Exercise 3: re.finditer()
The ‘re.finditer()’ function
Description
Write a regular expression to extract all the words from a given sentence. Then use the re.finditer() function and store all the matched words that are of length more than or equal to 7 letters in a list called output.
Sample input:
“American English spellings are based mostly on how the word sounds when it is spoken.”
Expected output:
3
import re
#given string
string='''American English spellings are based mostly on
how the word sounds when it is spoken.
'''
# regex pattern
pattern = '\w+'
# store results in the list 'output'
output = []
# iterate over the matches
for match in re.finditer(pattern,string):
if len(match.group()) >= 7:
output.append(match)
else:
continue
# printing the length of matched list length
print(len(output))
3
From the above code, we have iterated over all the words in the string, the matched pattern of each of the words, and where a match is found we place those words in a list whose length we have calculated in the end.
Exercise 4: re.findall()
Description
Write a regular expression to extract all the words that have the suffix ‘ing’ using the re.findall() function. Store the matches in the variable ‘output’ and print its length.
Sample input:
“Ramesh was singing a song while everybody was laughing!!”
Expected output:
2
import re
#given string
string='''Ramesh was singing a song while everybody was laughing!!
'''
# regex pattern
pattern = r'\b(\w+ing)\b'
# store results in the list 'output'
output = re.findall(pattern, string)
print(output)
['singing', 'laughing']
print(len(output))
2
In the above code, we have used two interesting things first is ‘r’ before the pattern and the second one is ‘\b’ around the pattern which we haven’t studied yet.

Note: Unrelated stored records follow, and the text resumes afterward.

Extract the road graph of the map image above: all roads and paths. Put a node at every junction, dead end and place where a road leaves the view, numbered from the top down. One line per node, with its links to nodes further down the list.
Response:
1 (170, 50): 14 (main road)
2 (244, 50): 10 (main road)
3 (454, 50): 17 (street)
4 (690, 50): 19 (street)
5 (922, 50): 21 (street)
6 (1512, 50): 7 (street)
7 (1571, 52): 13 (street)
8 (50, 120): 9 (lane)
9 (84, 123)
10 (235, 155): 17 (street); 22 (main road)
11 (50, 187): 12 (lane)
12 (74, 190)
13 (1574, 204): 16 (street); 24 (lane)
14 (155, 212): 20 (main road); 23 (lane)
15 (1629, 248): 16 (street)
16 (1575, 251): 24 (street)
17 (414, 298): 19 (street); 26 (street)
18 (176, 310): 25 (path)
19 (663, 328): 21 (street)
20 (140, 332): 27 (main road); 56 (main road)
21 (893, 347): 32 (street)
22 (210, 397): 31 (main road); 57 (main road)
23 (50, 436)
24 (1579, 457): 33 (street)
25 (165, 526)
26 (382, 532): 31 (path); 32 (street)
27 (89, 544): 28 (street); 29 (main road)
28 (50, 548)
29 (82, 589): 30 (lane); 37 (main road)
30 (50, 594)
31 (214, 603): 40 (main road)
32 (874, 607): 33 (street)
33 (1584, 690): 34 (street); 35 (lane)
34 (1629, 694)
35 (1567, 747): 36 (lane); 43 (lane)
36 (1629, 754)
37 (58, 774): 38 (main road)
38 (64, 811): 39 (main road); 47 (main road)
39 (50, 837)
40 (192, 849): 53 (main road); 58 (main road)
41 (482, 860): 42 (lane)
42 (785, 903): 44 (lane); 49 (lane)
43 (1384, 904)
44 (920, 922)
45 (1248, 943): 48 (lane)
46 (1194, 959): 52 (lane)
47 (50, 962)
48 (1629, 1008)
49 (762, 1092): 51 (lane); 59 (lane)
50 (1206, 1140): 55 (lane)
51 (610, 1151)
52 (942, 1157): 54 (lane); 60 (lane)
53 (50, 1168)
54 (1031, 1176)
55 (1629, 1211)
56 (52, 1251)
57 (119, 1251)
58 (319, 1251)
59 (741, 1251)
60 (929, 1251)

The ‘r’ at the start of the pattern means that the string is to be treated as a raw string, which means all escape codes signifying special meaning i.e., ‘\b’,’\n’ etc., will be ignored. If you want to know more kindly refer to this python document.
The ‘\b’ around the pattern is actually used for word boundary i.e., it designates the boundary between word and non-word characters.
For example, regex \bcap\b will match cap in a blue cap, but it will not match in the cases such as capsized, incapable, or capacity. It means that anything wrapped inside \b should be a proper word. Now on an interesting note if we remove one of the boundaries, \bcap now it will match cap in capsized, capacity, and cap\b will match cap in icecap, midcap, etc.,
Now, in this lesson, we have studied the five most commonly used regex functions. In the next lesson, we will learn grouping in the regular expression.